Yes, these are the claims being made and the childish arguments being put forth. They pretty much add up to claiming the inappropriateness of asking men to forgo their self-perceived privilege to proposition women whenever and however they like. To make sexist jokes with impunity. To disregard women's dignity, comfort level, or desire to be seen as a full human being, not just T & A or a set of orifices.
There isn't a woman alive who has not been the victim of sexual harassment. I'm not talking about harassment in the legal sense necessary to prove, say, workplace harassment. I'm talking about women's everyday experiences out in the world. Take it from one who knows: you don't have to be drop-dead gorgeous to experience unwanted attention from men.
When my son was still an infant and I'd take him out in his stroller, it was quite common for some yahoo in a pickup truck passing by to yell at me such things as "Nice ass!" accompanied by a whistle. Does anyone reading this think that's a compliment? Because I sure as hell didn't. I thought, WTF is he doing yelling that at a woman pushing a stroller? And who gave him the right not only to judge my ass's pulchritude, but to announce it to me?
It's a way to put a woman in her place, to remind her that she is not a person with autonomy, but a person who exists in relation to Men. A person who does or does not please Men. A person (or "person") who has no right to go about her business without fear of having her privacy invaded and her body commented on.
Then there was the time when my kids were sick and I'd been up at night tending to them (sick myself) and had to run out to the neighborhood store for milk or bread or whatever.
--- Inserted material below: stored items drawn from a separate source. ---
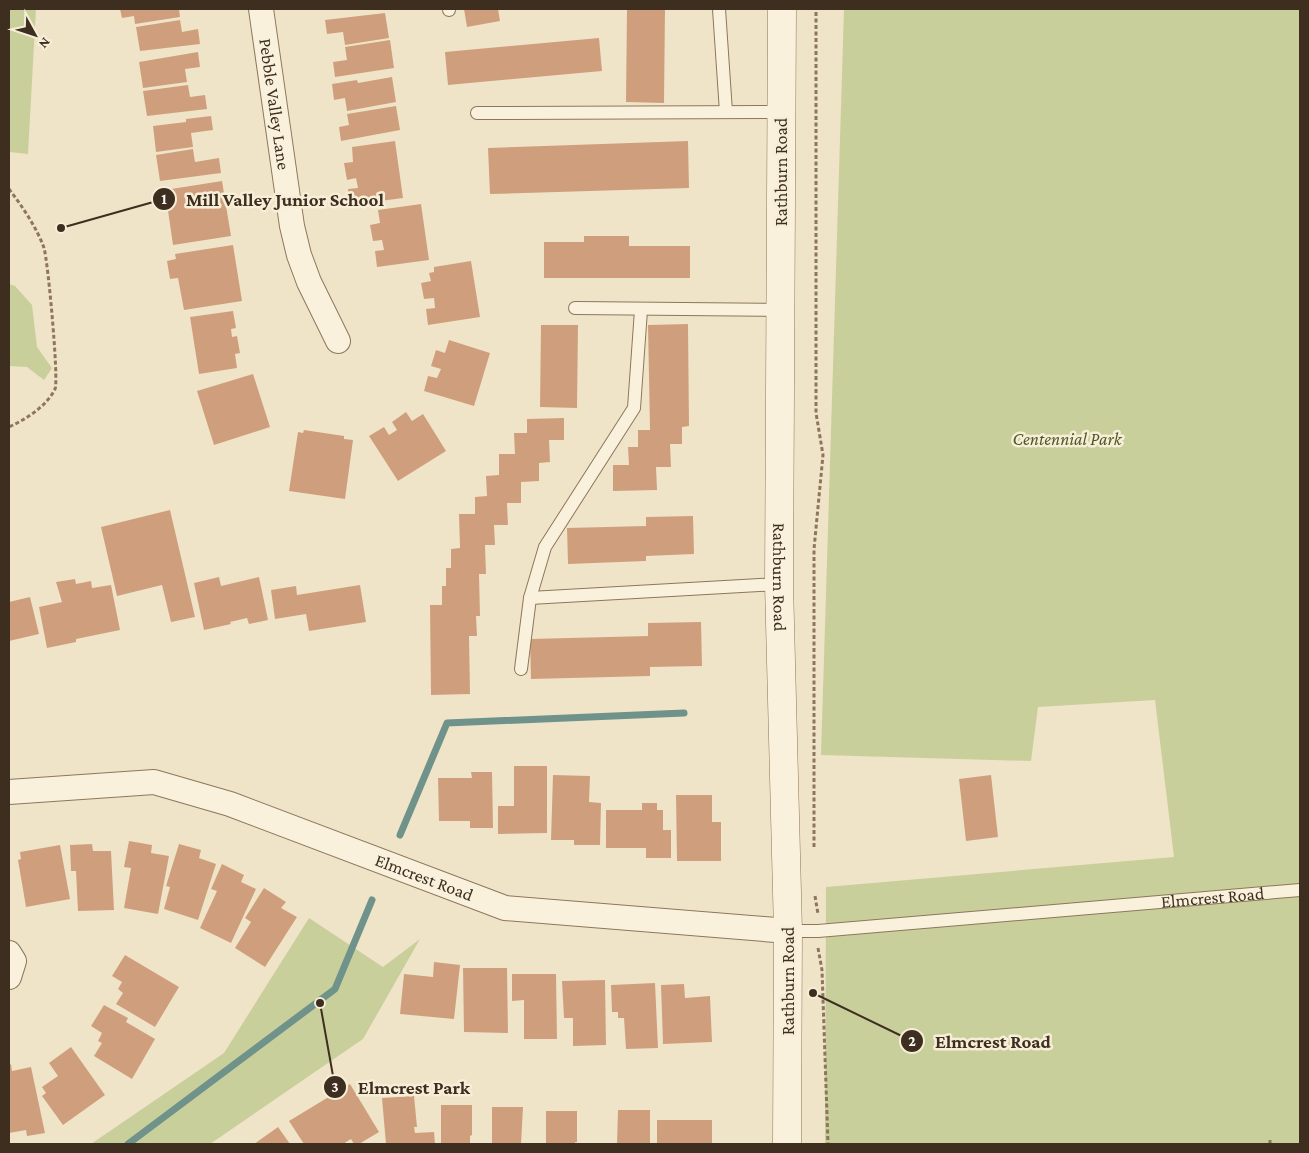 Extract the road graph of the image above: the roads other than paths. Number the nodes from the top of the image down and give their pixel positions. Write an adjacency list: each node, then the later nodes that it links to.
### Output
1 (261, 9): 10 (street, Pebble Valley Lane)
2 (719, 9): 4 (lane)
3 (782, 9): 5 (street, Rathburn Road)
4 (726, 112): 5 (lane); 6 (lane)
5 (782, 112): 9 (street, Rathburn Road)
6 (477, 113)
7 (575, 308): 8 (lane)
8 (641, 310): 9 (lane); 12 (lane)
9 (781, 310): 11 (street, Rathburn Road)
10 (338, 341)
11 (779, 584): 12 (lane); 16 (street, Rathburn Road)
12 (530, 598): 13 (lane)
13 (521, 669)
14 (9, 792): 16 (street, Elmcrest Road)
15 (1300, 890): 16 (lane, Elmcrest Road)
16 (788, 931): 19 (street, Rathburn Road)
17 (9, 953): 18 (street)
18 (9, 977)
19 (787, 1144)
My daughter was old enough by then to leave my son in her care for the 15 minutes it would take me, so in a relative lull I dashed off. I got out of the car to be met with barking noises (clever, right? "You're a dog!") made by men in a truck in the parking lot. "Woof, woof, woof!" Gee, I didn't meet these dickheads' standard of beauty, I guess.
Another time I stopped at a convenience store and was hailed by some guy hanging around outside the store. I don't even remember what he said to me, but when I ignored him he said "BITCH!" Yes, that's right. A woman is a bitch if she does not not immediately gratify some dude's bid for attention.
I could go on and on. It must be a lot worse for a woman who is truly beautiful; I can only imagine how often men think it's perfectly swell to comment on her face or figure. I'm not saying that women never take it as a compliment, just that it grinds my gears that men feel so entitled to judge and proclaim.
Sometimes women just become inured to such assaults on their personhood, as a fish doesn't notice the water it's swimming in. Some women just resign themselves to it. Some women want to be "one of the guys" and join in with the chorus that women don't have a sense of humor, or are too sensitive, or should "grow a pair." (Telling, that ...)
Anyway, I'm happy that despite the jerks who have been trolling various atheist sites and complaining and insisting that harassment isn't a problem and that women are hysterical and liars and malicious bitches, American Atheists has come out with a code of conduct for its conferences that makes it clear that sexual harassment will not be tolerated.
Of course there are howls that "just asking someone out could get you reported for harassment," etc., but this kind of reaction is to be expected. In point of fact, the new policy protects men and the gender-fluid as well as women, but the howling is mainly coming from men at the thought that their sense of privilege is being curtailed in any way at all.